All I want, of this tool that I spend more time with than anything else in my life, is that it is built on the understanding that the total correctness of an operation depends not only upon its logical correctness, but also upon the time in which it is performed. I want a real time computer, one which completes all typical operations in a non-perceptible amount of time. Like 100ms, tops. If it's not a question of computing power - and the CPUs on our desktops are the supercomputers of yesterday - then it must be a question of philosophy.

Here's a philosophy I'd like to see embraced in a new generation PC: I want the click of my mouse to register in its brain like a ground proximity sensor on a modern aircraft. I want it to panic, I don't care how, but it must drop whatever unimportant dross it was amusing itself with in the billion cycles since I last asked it to do something, scramble to attention, and do what I just asked, right now. In return, I will give it space on my desk and keep it chock full of electricity.

So, how about it, you people who build desktop operating systems? Could you take a step back from the pseudo glossy finish and 3D window zooming effects for a minute and do something worthwhile? Let's see which of you can build the first mainstream desktop real time operating system.

Corollary

As you might expect, I can't dance with slow websites either.

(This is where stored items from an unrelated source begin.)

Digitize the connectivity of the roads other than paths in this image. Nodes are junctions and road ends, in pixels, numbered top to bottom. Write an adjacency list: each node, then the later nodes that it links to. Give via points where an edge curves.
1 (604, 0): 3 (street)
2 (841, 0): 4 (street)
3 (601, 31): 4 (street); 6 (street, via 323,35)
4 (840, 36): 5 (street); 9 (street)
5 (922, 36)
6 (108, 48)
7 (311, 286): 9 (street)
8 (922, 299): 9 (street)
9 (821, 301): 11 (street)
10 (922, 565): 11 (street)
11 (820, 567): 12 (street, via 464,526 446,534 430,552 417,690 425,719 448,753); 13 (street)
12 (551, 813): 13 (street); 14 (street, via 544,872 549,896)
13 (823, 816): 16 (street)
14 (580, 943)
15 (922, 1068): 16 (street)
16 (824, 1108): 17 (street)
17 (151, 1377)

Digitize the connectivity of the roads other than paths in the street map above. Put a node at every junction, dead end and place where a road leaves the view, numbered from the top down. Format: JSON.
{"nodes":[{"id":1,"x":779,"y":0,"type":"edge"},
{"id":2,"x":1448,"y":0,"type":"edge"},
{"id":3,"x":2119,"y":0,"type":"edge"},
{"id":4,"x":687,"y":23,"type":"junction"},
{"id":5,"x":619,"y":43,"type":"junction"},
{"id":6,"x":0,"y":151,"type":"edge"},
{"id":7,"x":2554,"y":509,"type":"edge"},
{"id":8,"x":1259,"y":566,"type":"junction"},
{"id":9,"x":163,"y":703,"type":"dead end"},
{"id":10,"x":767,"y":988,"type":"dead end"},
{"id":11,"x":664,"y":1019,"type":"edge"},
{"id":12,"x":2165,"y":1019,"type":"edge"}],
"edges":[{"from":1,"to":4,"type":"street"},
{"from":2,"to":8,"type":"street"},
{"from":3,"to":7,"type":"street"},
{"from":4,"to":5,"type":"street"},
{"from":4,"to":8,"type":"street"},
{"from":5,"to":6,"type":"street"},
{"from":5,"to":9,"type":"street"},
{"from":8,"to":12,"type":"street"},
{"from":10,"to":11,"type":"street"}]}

Always blaming my partner, perhaps I just can't dance? Anyway, my obligatory Google reference is that google seems to understand that they're in the real time game - it's a strange day indeed when a search across 8 billion records takes more than 200ms. As quickly as you can ask the question, there will be an answer (of sorts). When library websites take 10 or 15 seconds to return the results of a non-federated search, I just stare at the screen in disbelief: what can you be doing all this time? Rummaging through the shelves? Even my lead-footed Pentium 4 can somehow manage a full text search across 100,000 records in 150 milliseconds. That's 100 times faster, and more or less where websites need to be if they're really going to dance.